The issue in question, library closures due to spending cuts imposed by local government, might itself be something of a middle-class issue. After all, Alan Bennett is not the first literary celeb to spring to the defence of Kensal Rise library in Brent; Zadie Smith and Melvyn Bragg have also campaigned against its closure.

However it is worth noting that Kensal Rise is not the only Brent library under threat. Libraries in areas such as Cricklewood and Preston that are not so solidly white and middle-class as Kensal Rise also face the chop, but don't seem to have glitterati defenders.

Nonetheless those who want to preserve a library service for all of Brent may live in hope that E J Thribb will soon take up his pen to defend the library in Neasden shopping centre

Peter Murry

Brent Green Party, London NW2

Last chance for endangered high-street bookshops

Now that Waterstones has a new owner, its thousands of retail staff can breathe a sigh of relief. British publishing, with hundreds of millions of pounds worth of stock at risk, must also be wiping its collective brow.

Now that there is a reprieve of sorts, we have probably the last opportunity for the book trade to find some kind of sustainable shape. It appears that at present high-street bookselling is not sustainable. On the evidence of the past 15 years, specialist bookshops can survive price competition on bestsellers from supermarkets and discount stores. They can weather the troughs of recession and many booksellers believe the much-hyped encroachment of ebooks can also be seen off. What they cannot live with is the crushing price competition from Amazon.

This multinational corporation has drained the profits out of bookselling. If this process continues, the reprieve of Waterstones will be extremely short-lived.

The only people who can change this story are publishers. They welcomed the end of the Net Book Agreement because they wanted to see more retail competition. Now the competition they triggered is about to produce a resounding winner with something approaching a monopoly of book retailing.

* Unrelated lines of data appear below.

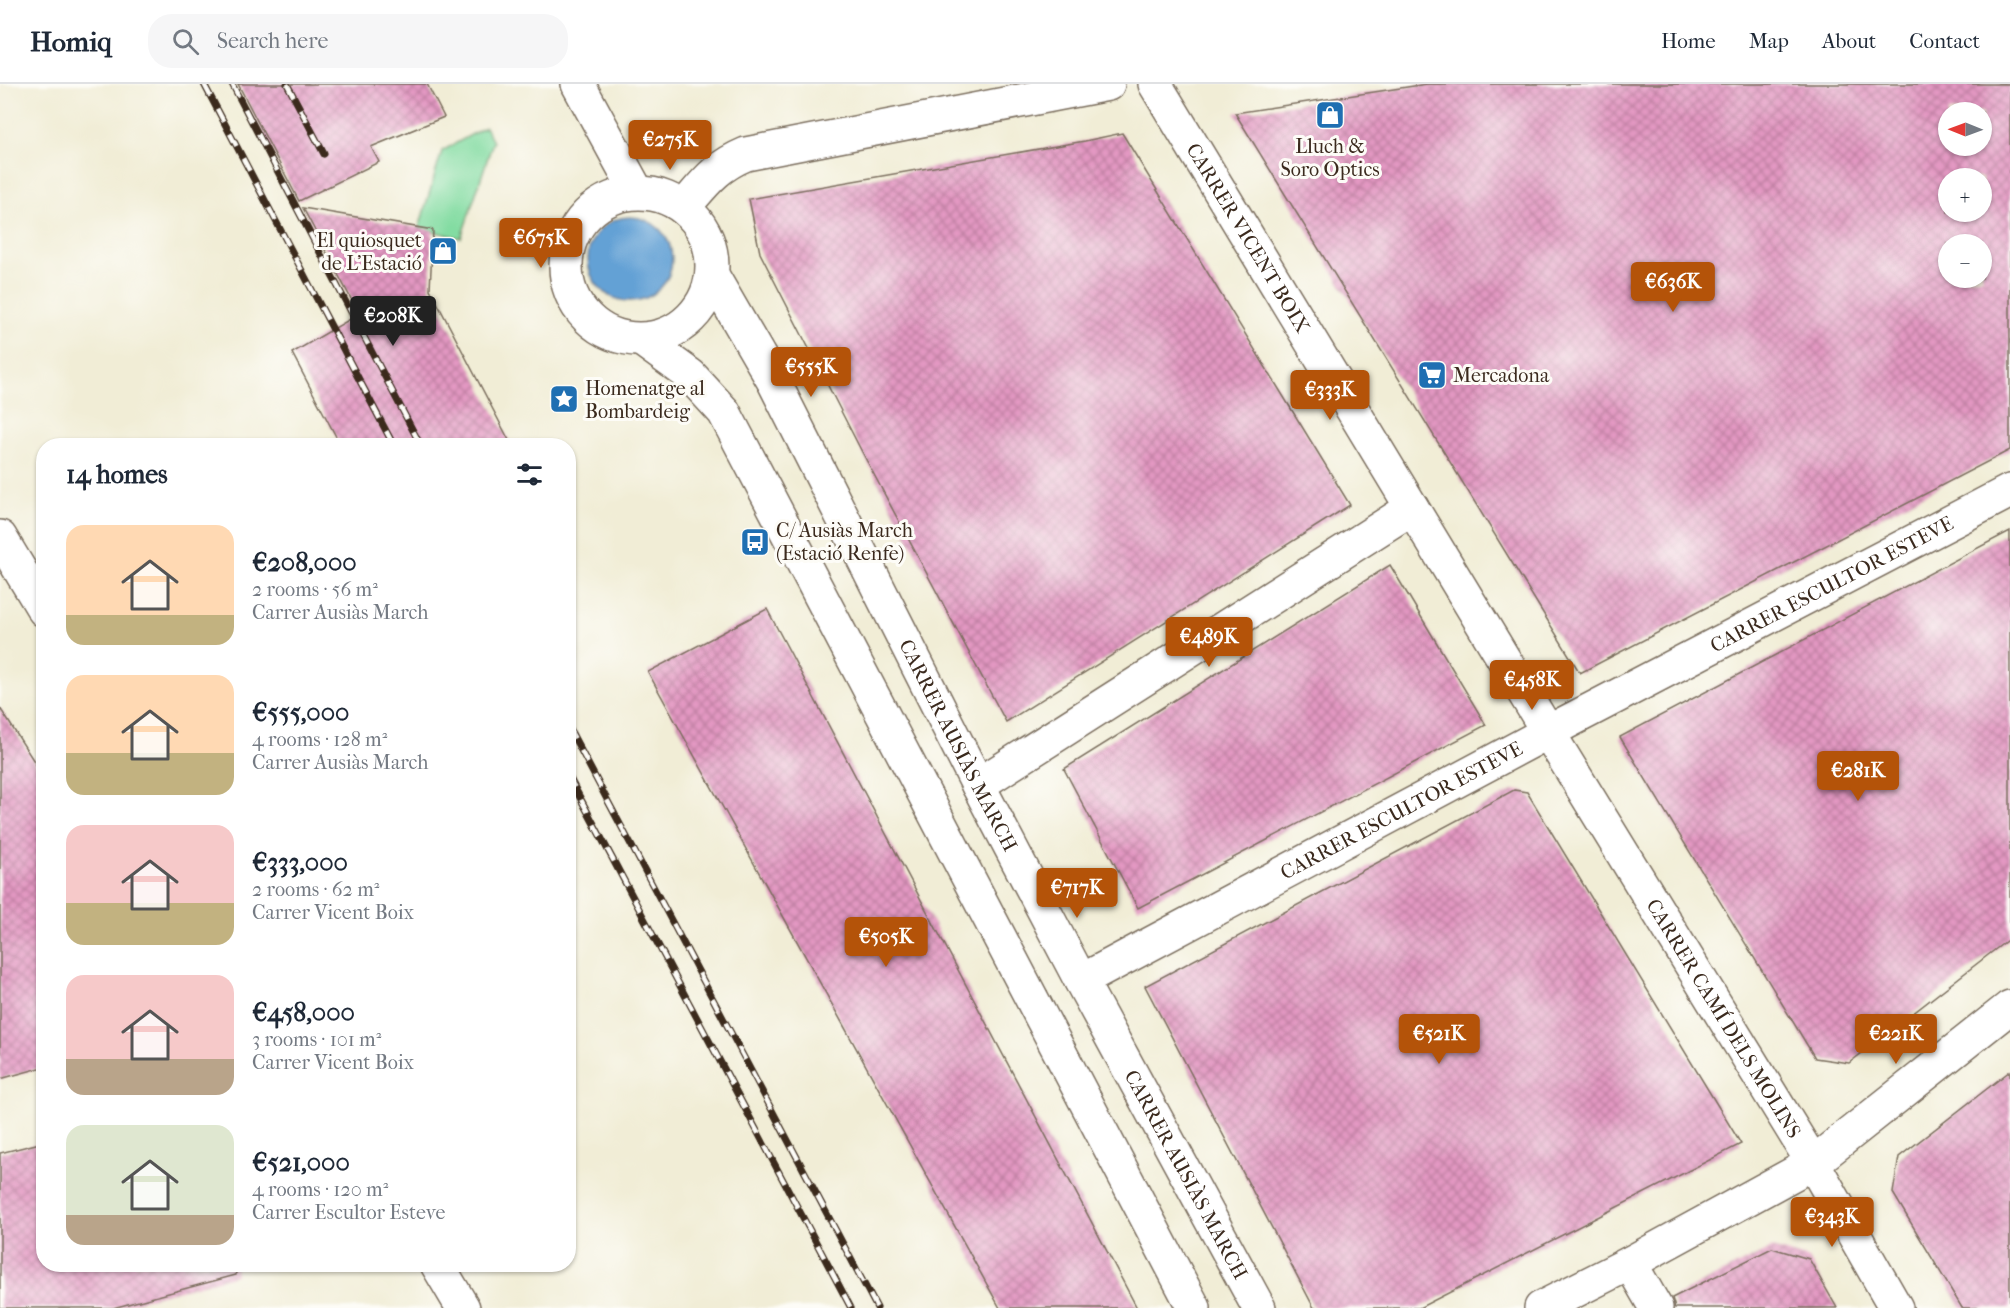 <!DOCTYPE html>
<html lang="en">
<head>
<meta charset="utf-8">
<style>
	:root { --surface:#fff; --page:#f6f6f7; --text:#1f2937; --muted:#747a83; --line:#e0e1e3; --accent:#b45309 }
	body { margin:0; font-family:"IM FELL French Canon",serif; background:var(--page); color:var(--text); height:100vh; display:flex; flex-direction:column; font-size:22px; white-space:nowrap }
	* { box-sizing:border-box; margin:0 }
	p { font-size:20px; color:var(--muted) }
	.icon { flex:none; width:33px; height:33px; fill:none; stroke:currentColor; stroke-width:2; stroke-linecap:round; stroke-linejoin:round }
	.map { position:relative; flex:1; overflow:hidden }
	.details { position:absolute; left:36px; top:354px; width:540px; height:834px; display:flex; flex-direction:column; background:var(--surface); border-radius:24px; box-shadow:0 2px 4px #0004 }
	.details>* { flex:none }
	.needle { width:39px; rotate:271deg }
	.fabs { position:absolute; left:1938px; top:18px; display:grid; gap:12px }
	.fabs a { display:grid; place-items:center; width:54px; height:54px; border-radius:50%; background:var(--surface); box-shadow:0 2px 4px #0004; font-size:30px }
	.price { position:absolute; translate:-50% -51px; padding:0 14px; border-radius:6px; background:var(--accent); color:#fff; font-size:20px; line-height:39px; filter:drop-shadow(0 2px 3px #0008) }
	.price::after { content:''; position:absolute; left:50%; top:36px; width:18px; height:14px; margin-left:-9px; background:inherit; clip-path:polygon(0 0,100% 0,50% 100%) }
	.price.current { background:#222; color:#fff }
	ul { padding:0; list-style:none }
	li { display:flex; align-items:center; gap:18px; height:150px; padding:0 30px }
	li span { display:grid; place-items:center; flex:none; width:168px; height:120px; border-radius:18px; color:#555 }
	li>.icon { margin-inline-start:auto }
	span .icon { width:72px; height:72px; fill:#fffc; stroke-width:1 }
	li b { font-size:26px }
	h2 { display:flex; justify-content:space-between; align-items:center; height:72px; padding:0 30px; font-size:26px }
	header { display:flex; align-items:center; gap:36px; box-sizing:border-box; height:84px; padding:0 30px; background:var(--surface); border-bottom:2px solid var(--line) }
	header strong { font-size:28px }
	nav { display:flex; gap:33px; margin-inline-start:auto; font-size:21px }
	.search { width:420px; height:54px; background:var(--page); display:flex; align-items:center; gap:15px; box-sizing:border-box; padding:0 21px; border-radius:24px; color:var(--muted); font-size:22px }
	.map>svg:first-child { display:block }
	.green { fill:#83dca2; stroke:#5f8360; stroke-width:1.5 }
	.water { fill:#64a1d5; stroke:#50667a; stroke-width:1.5 }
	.building { fill:url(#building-cross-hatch); fill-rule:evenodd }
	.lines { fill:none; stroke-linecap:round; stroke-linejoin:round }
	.minor-casing { stroke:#7b6e5e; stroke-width:36 }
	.tertiary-casing { stroke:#7b6e5e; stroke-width:36 }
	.minor { stroke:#fff; stroke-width:33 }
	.tertiary { stroke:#fff; stroke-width:33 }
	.rail-casing { stroke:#3b2a1e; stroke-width:7 }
	.rail { stroke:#fdfcf7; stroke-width:4.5; stroke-dasharray:14; stroke-linecap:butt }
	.labels { text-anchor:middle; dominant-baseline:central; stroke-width:6; stroke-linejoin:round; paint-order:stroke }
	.poi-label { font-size:20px; fill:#3b2a1e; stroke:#fdfcf7; text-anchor:start }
	.street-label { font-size:20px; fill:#3b2a1e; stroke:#fdfcf7 }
</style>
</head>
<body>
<header>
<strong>Homiq</strong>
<div class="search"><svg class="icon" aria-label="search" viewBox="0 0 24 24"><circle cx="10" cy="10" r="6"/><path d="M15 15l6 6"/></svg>Search here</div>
<nav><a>Home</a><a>Map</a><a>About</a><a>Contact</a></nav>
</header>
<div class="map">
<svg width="2010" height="1224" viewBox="0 0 2010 1224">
	<defs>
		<pattern id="building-cross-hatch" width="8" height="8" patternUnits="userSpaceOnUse" patternTransform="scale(1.5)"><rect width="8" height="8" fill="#e398c2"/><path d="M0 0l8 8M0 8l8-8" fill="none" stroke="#b97c9d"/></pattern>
	</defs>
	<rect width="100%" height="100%" fill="#fdfcf7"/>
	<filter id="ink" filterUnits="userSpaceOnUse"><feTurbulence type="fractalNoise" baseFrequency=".0167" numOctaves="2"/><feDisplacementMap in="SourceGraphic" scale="12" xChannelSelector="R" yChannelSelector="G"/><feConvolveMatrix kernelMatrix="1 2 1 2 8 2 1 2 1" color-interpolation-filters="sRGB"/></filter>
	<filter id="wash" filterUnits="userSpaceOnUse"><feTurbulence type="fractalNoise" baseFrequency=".008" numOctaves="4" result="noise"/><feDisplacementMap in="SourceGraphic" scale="24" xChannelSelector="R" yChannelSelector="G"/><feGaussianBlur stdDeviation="1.35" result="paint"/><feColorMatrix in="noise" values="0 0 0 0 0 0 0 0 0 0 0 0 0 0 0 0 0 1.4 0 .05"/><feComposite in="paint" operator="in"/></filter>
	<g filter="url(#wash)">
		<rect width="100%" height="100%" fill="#f1edd6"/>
		<polygon class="green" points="485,43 493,58 461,154 419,144 442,67"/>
		<circle class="water" cx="630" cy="175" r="42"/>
		<g id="blocks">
			<g class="building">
				<polygon points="238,0 427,0 444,33 371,63 379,78 299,117"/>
				<path d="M1427 0H2010V366L1580 589 1235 29ZM1948 28H1982V62H1948ZM1948 94H1982V128H1948ZM1948 160H1982V194H1948Z"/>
				<polygon points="1122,49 1350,421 1006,638 862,368 760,169 749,115 1085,57"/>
				<polygon points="303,124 433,146 430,205 512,362 341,362 292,269 359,230"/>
				<polygon points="2010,447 2010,854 1849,979 1815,974 1620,653"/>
				<polygon points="1390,481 1486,641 1138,824 1064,685"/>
				<polygon points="767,525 1137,1224 1000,1224 648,588"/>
				<polygon points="0,624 44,693 44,983 0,995"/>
				<polygon points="1514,706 1527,708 1741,1060 1419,1224 1314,1224 1145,902"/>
				<polygon points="2010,987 2010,1224 1962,1224 1893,1109 1899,1073"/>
				<polygon points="44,1058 44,1180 235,1180 236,1191 113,1224 0,1224 0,1069"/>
				<polygon points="1772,1164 1809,1175 1837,1224 1675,1224 1672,1214"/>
			</g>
		</g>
	</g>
	<g filter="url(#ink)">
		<use href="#blocks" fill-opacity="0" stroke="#7b6e5e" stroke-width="1.5"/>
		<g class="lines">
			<g class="minor-casing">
				<g id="minor">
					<path id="s1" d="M712 191 774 298 978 701 1081 897 1259 1224"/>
					<polyline points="642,256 690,291 724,328 1194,1224"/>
					<polyline points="0,453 44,526"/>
					<polyline points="978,701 1412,424"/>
					<path id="s2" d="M1081 897 1548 648 2010 407"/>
					<polyline points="1630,1179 1656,1224"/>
					<polyline points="437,1180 463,1224"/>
					<polyline points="1541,1224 1630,1179 1813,1079 2010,923"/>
				</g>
			</g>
			<g class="tertiary-casing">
				<g id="tertiary">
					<polyline points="578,0 637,108"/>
					<path id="s3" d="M1155 0 1548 648 1813 1079 1896 1224"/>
					<circle cx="639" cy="182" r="73"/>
					<path d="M684 123C705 99 715 83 746 70L1108 0"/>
				</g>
			</g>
			<use href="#minor" class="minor"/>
			<use href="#tertiary" class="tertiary"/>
			<g class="rail-casing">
				<g id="rail">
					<polyline points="204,0 394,362"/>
					<polyline points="232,0 421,362"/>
					<polyline points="287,0 324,70"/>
					<polyline points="568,642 877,1224"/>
					<polyline points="568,691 851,1224"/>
				</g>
			</g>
			<use href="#rail" class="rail"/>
		</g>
	</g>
	<defs>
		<g id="shop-square" transform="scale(1.5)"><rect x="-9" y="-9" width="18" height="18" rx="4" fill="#1f6fb2" stroke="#fdfcf7"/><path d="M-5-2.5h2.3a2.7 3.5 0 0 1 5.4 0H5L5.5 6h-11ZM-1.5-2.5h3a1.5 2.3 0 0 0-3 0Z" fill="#fff"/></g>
		<g id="supermarket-square" transform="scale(1.5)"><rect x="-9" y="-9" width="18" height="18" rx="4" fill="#1f6fb2" stroke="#fdfcf7"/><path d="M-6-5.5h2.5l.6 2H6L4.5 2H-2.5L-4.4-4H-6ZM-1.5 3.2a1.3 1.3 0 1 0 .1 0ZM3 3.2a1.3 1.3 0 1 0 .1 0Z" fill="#fff"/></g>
		<g id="sight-square" transform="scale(1.5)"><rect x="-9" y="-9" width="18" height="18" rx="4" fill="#1f6fb2" stroke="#fdfcf7"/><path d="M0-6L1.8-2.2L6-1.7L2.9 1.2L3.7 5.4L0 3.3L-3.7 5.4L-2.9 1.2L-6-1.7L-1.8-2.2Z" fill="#fff"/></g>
		<g id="bus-square" transform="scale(1.5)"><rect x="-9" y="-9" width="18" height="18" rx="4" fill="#1f6fb2" stroke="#fdfcf7"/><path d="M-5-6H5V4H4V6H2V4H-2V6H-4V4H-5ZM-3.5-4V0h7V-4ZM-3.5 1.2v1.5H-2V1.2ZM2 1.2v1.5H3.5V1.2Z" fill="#fff"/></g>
	</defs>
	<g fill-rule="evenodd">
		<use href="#shop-square" x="1330" y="31"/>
		<use href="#shop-square" x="443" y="167"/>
		<use href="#supermarket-square" x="1432" y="291"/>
		<use href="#sight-square" x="564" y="315"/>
		<use href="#bus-square" x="755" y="458"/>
	</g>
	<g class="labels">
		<g class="poi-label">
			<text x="1330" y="62" text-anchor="middle">Lluch &amp;<tspan x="1330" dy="23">Soro Optics</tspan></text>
			<text x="422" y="156" text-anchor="end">El quiosquet<tspan x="422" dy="23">de L'Estació</tspan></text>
			<text x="1453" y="291">Mercadona</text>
			<text x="585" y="304">Homenatge al<tspan x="585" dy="23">Bombardeig</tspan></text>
			<text x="776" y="446">C/ Ausiàs March<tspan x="776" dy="23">(Estació Renfe)</tspan></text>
		</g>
		<g class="street-label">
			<text stroke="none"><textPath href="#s3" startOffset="180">CARRER VICENT BOIX</textPath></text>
			<text stroke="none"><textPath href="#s2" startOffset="849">CARRER ESCULTOR ESTEVE</textPath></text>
			<text stroke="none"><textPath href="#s1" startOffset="531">CARRER AUSIÀS MARCH</textPath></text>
			<text stroke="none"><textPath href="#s2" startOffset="363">CARRER ESCULTOR ESTEVE</textPath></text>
			<text stroke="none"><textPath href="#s3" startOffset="1094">CARRER CAMÍ DELS MOLINS</textPath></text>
			<text stroke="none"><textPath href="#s1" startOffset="1017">CARRER AUSIÀS MARCH</textPath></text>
		</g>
	</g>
</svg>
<div class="fabs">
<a><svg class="needle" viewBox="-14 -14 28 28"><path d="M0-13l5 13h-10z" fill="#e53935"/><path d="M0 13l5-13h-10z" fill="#747a83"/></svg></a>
<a>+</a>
<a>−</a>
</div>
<b class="price" style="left:670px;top:87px">€275K</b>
<b class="price" style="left:541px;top:185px">€675K</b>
<b class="price" style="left:1673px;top:229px">€636K</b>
<b class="price current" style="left:393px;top:263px">€208K</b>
<b class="price" style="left:811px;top:314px">€555K</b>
<b class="price" style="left:1330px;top:337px">€333K</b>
<b class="price" style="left:1209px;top:584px">€489K</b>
<b class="price" style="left:1532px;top:627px">€458K</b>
<b class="price" style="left:1858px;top:718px">€281K</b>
<b class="price" style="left:1077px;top:835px">€717K</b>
<b class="price" style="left:886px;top:884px">€505K</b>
<b class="price" style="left:1439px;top:981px">€521K</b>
<b class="price" style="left:1896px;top:981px">€221K</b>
<b class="price" style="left:1832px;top:1164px">€343K</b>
<section class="details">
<h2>14 homes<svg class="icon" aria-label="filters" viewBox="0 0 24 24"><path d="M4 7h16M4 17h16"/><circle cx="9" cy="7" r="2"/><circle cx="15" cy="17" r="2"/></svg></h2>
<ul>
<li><span style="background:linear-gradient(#ffd9b3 75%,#c2b280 0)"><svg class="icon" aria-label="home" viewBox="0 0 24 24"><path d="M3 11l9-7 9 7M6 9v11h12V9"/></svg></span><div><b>€208,000</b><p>2 rooms · 56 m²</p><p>Carrer Ausiàs March</p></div></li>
<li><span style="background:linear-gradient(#ffd9b3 65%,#c2b280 0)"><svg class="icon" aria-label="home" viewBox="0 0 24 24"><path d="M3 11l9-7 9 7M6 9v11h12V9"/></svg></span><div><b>€555,000</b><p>4 rooms · 128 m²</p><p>Carrer Ausiàs March</p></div></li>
<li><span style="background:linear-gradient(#f6c9c9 65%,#c2b280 0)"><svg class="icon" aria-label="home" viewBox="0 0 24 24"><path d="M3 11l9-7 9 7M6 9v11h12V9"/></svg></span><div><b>€333,000</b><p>2 rooms · 62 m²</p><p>Carrer Vicent Boix</p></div></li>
<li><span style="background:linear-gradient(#f6c9c9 70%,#b9a48a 0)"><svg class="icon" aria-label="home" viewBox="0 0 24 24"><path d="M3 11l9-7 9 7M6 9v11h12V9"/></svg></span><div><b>€458,000</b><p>3 rooms · 101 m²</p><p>Carrer Vicent Boix</p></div></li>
<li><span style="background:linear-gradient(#dfe7d0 75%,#b9a48a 0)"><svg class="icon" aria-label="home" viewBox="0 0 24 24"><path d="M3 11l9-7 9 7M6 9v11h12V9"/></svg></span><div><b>€521,000</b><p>4 rooms · 120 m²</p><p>Carrer Escultor Esteve</p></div></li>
</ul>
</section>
</div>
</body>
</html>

The price-fixing agreement was put in place by a previous generation of publishers because they recognised the need for healthy bookshops to give their books visibility, to show off the mid-range and specialist titles, to provide attractive browsing environments so that people could stumble upon books they didn't even know they wanted ,and to introduce the next generation of readers to the delights of literature.

The internet cannot provide any of that, and when the majority of sales are going through a single internet outlet publishers will find their special interests and aspirations are a minor irrelevance to the multinational master they have helped to spawn.

So book publishing now has very few years to shape its future. Only a policy of positive discrimination towards stockholding bookshops will stop bookshops disappearing from all but the most opulent city centres.